The translation is by Hal Draper. The formidable undertaking of translating all Heine’s verse took him nearly thirty years. He wanted his readers “to approach Heine as an experience in English.” While keeping strictly to Heine’s meter and rhyme, he has actually brought off something that sounds as though it had been written in English from the start, and he has kept Heine’s characteristic verve which sweeps through each poem from the opening line to the end. But by choosing to stay with meter and rhyme he has also chosen—inevitably—to sacrifice exact shades of meaning and style. One cannot, for example, imagine Heine writing a crude mimicry of uneducated speech like “my heart beat something fearful.” On the other hand,

my heart began
To bleed away with pleasure

sounds lovely. But what Heine actually wrote,

als ob das Herz
Recht angenehm verblute

is much more ironical and means “as though my heart were bleeding quite agreeably to death.” Still, no one could possibly want to quarrel with Hal Draper: he gives so much; and as he disarmingly says, “If you want to see the full impact of Veronese, you should go to Venice, and if you want the whole of Heine, you have to go to the German.”

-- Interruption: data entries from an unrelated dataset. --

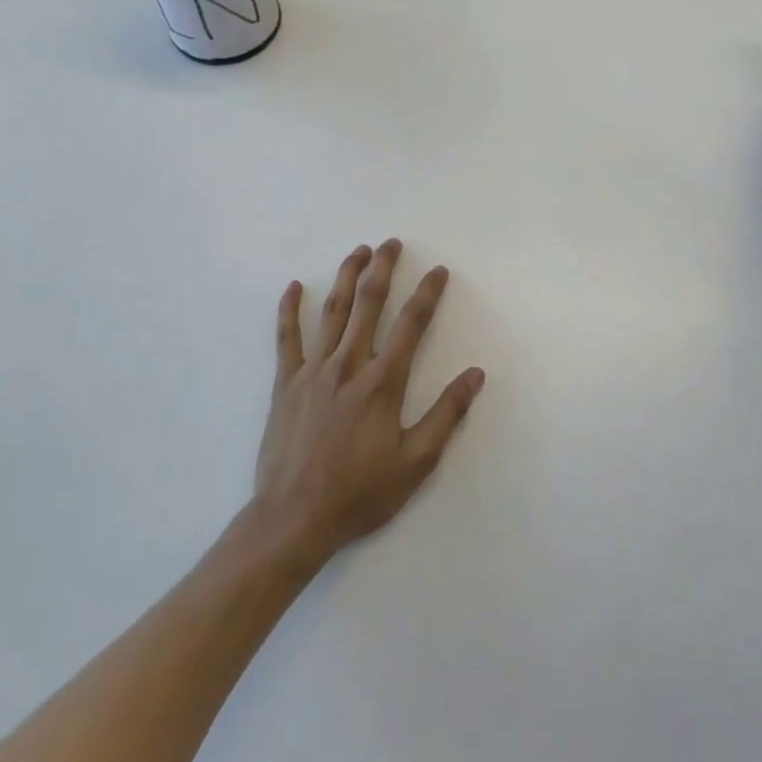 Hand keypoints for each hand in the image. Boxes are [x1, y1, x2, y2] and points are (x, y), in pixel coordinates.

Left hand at [253, 239, 485, 565]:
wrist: (294, 518)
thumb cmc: (361, 492)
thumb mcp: (415, 462)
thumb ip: (446, 414)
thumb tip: (475, 375)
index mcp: (382, 382)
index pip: (411, 324)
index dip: (427, 293)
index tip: (438, 271)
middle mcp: (349, 364)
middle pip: (369, 304)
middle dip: (383, 269)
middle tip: (391, 243)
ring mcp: (313, 371)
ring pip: (332, 311)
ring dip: (346, 277)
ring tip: (358, 251)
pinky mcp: (285, 383)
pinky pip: (287, 338)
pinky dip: (289, 309)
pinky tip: (293, 287) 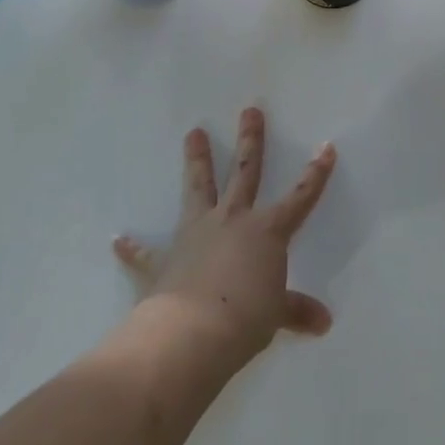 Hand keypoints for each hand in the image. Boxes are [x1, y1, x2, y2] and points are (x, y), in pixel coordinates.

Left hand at [114, 108, 336, 371]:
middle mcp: (232, 221)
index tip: (326, 146)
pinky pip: (145, 253)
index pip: (300, 197)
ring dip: (196, 161)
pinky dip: (133, 248)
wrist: (191, 334)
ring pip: (198, 188)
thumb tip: (323, 322)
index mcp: (266, 231)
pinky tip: (119, 239)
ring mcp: (195, 235)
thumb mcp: (276, 315)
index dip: (315, 174)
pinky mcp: (164, 261)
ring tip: (193, 132)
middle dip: (250, 141)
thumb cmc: (245, 318)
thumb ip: (296, 310)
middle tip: (249, 111)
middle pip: (244, 173) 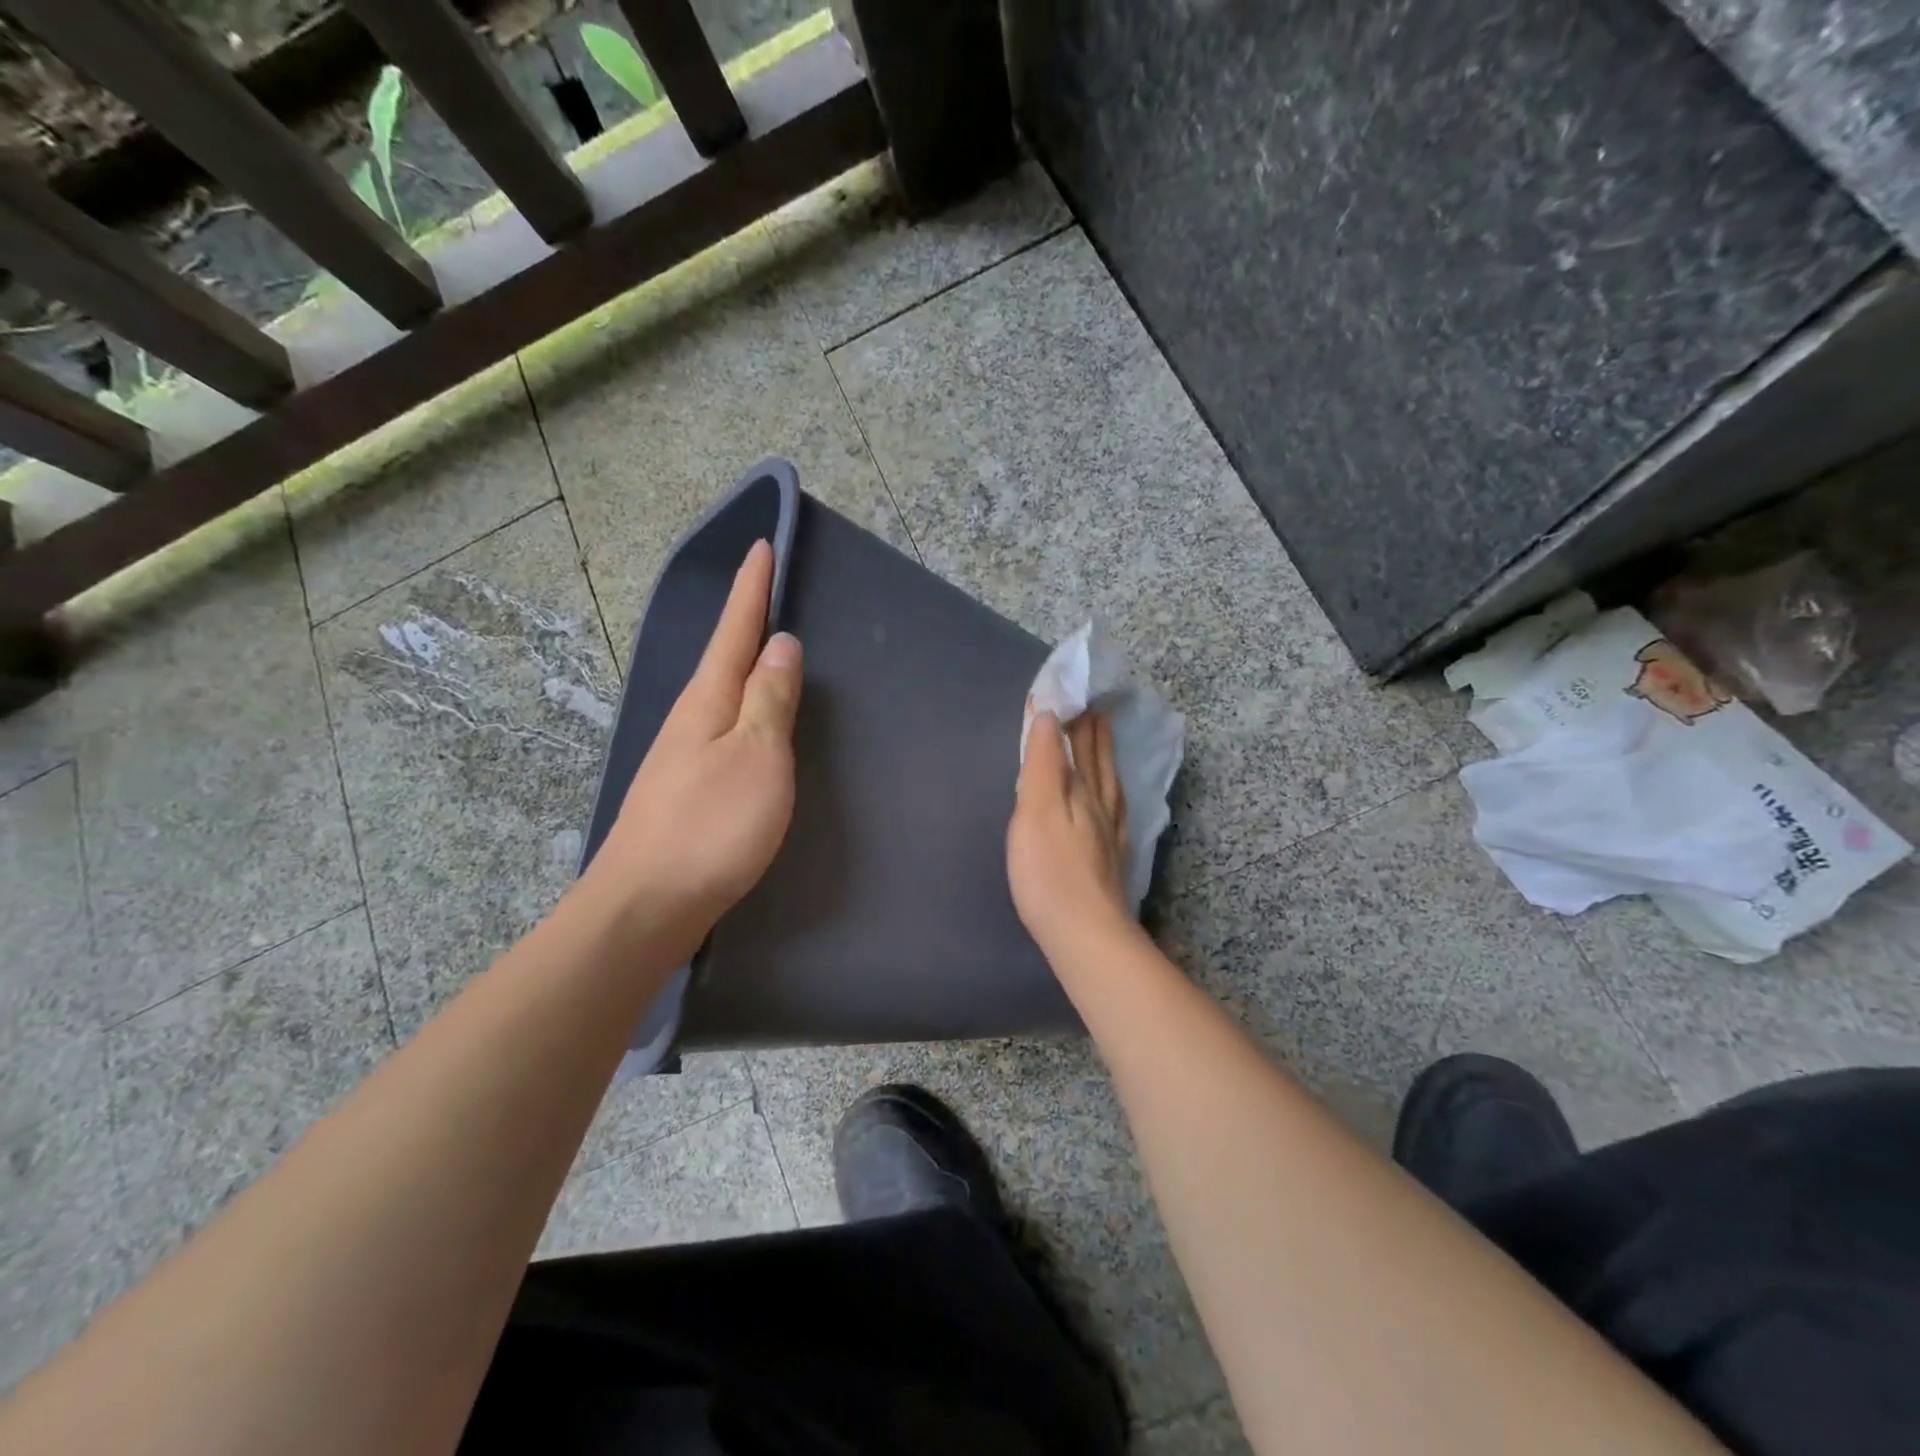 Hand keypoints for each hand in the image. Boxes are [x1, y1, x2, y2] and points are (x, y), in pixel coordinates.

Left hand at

Heine never ceased to feel Heimweh, the exile’s aching nostalgia for his native land. As with most of his personal relationships his feeling for Germany was both love and hate. But whereas a depressing number of his human loves and friendships deteriorated from one to the other, his love for Germany never really diminished; especially, as the poem shows, his love for the language. He felt himself a German writer in the tradition that ran from Luther to Goethe. He even saw a particular affinity between Germans and Jews, especially between German Lutherans and Jews, because by his translation Luther had given Christians access to the Old Testament which had lain hidden from them throughout the Middle Ages, and been preserved at their peril by the Jews.

  1. *

    Heinrich Heine als Jude (Frankfurt/Berlin: Verlag Ullstein, 1973).